Zum positiven Konjunkturbild passt, dass die Erzeugerpreise im Verarbeitenden Gewerbe 2017 um 2,3% gestiegen sind, immerhin das erste Preisplus seit 2013. Zu beachten ist gleichwohl, dass vor allem die rohstoffnahen Sektoren zu diesem Anstieg beigetragen haben (Metallerzeugung und Chemieindustrie).

Gute Voraussetzungen für weiteres Wachstum im Jahr 2018, aber geringere Dynamik wahrscheinlich

Die Voraussetzungen für ein weiteres Produktionswachstum im deutschen Verarbeitenden Gewerbe im Jahr 2018 sind gut. So tendierten die Auftragseingänge bis zuletzt nach oben. Ferner lag die Kapazitätsauslastung zu Beginn des 1. Quartals 2018 auf dem höchsten Niveau seit Anfang 2008. Dies spricht dafür, dass die Industrie vermehrt Erweiterungsinvestitionen vornimmt. Der ifo-Geschäftsklimaindex befindet sich auf historisch hohem Niveau, wobei die befragten Unternehmen insbesondere ihre aktuelle Lage sehr positiv einschätzen. Von statistischer Seite wirkt das erwähnte hohe Produktionsniveau Ende 2017 stützend, denn dies bedeutet eine sehr solide Ausgangsbasis für das Jahr 2018.

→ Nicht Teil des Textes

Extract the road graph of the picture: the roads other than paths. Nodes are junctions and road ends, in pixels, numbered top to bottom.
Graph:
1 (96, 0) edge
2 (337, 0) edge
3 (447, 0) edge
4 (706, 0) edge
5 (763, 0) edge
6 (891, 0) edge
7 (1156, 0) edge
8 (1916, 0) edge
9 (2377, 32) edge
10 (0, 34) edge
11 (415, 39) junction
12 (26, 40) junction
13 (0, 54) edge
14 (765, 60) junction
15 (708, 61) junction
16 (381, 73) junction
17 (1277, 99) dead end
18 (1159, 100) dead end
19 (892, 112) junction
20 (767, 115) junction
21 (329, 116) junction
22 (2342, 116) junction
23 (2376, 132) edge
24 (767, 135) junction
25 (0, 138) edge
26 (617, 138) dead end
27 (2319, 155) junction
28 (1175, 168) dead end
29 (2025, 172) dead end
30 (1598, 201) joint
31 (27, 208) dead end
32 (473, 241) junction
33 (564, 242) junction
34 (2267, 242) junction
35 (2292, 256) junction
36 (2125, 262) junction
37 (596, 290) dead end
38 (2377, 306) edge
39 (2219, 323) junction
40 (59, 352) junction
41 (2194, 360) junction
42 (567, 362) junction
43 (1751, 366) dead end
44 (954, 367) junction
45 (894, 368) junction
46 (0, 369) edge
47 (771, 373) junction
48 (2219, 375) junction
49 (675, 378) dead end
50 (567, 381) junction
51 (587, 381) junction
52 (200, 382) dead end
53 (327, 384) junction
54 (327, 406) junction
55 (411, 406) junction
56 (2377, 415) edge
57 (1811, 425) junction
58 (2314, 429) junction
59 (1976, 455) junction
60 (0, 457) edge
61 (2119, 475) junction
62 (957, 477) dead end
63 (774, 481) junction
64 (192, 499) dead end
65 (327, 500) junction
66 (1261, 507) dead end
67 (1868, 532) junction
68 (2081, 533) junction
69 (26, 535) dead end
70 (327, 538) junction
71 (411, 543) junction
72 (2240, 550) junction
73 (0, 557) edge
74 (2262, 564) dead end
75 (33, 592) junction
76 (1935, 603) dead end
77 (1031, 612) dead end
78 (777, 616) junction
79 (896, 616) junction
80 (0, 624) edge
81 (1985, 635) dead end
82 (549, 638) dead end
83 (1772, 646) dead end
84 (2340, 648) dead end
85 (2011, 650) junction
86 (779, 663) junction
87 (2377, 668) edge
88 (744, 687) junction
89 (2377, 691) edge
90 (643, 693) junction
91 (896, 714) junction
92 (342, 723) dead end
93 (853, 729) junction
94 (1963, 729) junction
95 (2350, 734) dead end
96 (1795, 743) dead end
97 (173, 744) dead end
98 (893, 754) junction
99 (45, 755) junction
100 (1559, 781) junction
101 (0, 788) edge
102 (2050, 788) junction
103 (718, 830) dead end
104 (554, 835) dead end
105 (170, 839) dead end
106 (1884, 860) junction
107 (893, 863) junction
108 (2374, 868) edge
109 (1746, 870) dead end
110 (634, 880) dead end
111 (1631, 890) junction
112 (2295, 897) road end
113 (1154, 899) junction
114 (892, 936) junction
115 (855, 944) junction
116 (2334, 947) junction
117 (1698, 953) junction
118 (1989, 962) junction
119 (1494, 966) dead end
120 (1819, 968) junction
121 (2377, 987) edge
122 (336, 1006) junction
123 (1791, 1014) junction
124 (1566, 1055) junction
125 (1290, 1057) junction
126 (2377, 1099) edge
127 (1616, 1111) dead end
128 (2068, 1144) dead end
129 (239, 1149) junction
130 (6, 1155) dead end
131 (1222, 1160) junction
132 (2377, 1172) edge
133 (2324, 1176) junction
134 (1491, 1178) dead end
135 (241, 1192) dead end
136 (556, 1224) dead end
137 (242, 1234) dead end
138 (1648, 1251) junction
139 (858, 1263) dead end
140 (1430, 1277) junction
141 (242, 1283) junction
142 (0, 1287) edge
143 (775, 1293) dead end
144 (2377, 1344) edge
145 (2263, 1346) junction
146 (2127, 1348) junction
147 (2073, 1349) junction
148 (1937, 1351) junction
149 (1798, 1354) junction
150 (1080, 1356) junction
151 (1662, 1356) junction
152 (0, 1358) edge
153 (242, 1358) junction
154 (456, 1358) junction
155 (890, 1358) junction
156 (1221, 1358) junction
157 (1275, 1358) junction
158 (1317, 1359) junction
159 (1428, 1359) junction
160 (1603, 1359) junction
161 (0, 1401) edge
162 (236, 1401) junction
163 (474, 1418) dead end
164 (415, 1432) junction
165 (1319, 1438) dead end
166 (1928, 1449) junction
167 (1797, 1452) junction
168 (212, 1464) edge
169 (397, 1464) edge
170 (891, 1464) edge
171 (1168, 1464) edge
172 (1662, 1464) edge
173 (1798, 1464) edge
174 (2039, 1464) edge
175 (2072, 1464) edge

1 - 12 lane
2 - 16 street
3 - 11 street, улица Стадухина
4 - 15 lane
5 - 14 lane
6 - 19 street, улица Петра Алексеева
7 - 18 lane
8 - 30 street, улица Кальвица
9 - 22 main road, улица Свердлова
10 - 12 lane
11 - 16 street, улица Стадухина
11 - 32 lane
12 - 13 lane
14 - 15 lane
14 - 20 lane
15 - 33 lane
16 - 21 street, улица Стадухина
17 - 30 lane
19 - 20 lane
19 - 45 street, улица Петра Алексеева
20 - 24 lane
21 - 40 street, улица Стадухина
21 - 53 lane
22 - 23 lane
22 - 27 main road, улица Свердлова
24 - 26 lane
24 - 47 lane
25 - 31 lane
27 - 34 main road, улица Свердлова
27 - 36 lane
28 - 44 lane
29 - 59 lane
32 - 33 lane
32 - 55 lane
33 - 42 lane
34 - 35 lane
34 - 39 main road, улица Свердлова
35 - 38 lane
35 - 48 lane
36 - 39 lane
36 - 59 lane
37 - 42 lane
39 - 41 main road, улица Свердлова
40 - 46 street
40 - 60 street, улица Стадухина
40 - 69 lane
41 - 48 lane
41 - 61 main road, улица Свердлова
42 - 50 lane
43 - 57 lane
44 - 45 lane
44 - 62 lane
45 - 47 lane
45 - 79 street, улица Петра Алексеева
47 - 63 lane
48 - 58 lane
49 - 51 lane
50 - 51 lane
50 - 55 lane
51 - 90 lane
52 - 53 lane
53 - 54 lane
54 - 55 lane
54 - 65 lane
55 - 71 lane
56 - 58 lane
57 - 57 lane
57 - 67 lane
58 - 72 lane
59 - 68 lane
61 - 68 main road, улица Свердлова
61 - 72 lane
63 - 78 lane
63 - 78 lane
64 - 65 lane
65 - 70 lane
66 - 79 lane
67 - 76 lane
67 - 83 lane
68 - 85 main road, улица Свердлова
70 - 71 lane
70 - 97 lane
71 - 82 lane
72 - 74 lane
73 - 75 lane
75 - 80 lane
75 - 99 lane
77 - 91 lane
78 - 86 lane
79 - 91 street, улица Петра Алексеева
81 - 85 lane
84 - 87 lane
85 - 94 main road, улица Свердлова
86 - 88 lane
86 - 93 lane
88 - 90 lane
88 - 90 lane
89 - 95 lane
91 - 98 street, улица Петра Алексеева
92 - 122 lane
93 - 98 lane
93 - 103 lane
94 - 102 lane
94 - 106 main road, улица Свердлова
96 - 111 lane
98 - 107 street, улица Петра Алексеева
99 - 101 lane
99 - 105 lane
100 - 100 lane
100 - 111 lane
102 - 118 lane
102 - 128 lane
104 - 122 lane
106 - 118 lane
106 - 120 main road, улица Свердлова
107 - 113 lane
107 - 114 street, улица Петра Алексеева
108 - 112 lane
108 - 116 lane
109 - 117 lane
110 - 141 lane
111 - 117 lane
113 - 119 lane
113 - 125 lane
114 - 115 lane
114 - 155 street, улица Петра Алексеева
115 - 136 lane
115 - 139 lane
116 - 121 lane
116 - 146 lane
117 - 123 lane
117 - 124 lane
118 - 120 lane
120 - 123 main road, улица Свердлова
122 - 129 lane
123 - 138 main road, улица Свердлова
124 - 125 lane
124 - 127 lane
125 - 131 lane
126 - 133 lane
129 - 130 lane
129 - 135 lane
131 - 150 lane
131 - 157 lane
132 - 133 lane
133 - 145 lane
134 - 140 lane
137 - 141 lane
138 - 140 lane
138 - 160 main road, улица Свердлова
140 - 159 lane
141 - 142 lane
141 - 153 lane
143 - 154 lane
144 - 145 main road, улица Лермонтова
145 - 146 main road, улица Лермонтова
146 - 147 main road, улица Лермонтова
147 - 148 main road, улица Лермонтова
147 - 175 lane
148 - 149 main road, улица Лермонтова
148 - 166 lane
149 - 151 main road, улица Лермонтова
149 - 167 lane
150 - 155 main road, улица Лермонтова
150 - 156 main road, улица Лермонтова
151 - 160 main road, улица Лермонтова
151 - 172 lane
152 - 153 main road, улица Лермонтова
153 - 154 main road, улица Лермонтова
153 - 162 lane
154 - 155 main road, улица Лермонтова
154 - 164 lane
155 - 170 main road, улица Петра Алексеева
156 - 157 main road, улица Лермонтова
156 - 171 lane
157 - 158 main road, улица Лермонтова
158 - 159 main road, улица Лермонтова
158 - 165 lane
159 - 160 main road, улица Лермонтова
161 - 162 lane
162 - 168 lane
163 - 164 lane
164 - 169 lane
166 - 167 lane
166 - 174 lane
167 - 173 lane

Gleichwohl gibt es einige Faktoren, die für ein weniger dynamisches Produktionswachstum im Verlauf von 2018 sprechen. Dazu zählt die Aufwertung des Euro gegenüber den Währungen wichtiger Handelspartner. Ende 2017 lag der handelsgewichtete Euro-Wechselkurs um 6% über dem Wert von Ende 2016. Der starke Euro dämpft 2018 die deutschen Exportaussichten. Zudem sanken die ifo-Geschäftserwartungen zuletzt zwei Monate in Folge, wobei sie noch immer deutlich im positiven Bereich liegen. Die kräftigen Lohnerhöhungen in der Metall- und Elektroindustrie (inklusive der Möglichkeit für Beschäftigte, die Arbeitszeiten temporär zu verkürzen) sind vor allem aus Kostensicht eine Belastung für die Unternehmen. Angesichts der hohen Kapazitätsauslastung und gut gefüllter Auftragsbücher dürften sie aber kaum negativ auf die Produktionstätigkeit wirken. Wahrscheinlich ist jedoch, dass die Unternehmen bei Neueinstellungen vorsichtiger agieren, zumal der Fachkräftemangel in einzelnen Sektoren und Regionen einem weiteren Beschäftigungszuwachs ohnehin enge Grenzen setzt. Zumindest dürften die bestehenden Aufträge in diesem Umfeld nicht schneller abgearbeitet werden können als in einer Situation mit höherem Arbeitskräfteangebot. Auch dürften die angekündigten Einschränkungen bei Zeitarbeitsverträgen, die es für die Unternehmen einfacher machen, „Seiteneinsteigern“ eine Chance zu geben, die Neueinstellungen dämpfen.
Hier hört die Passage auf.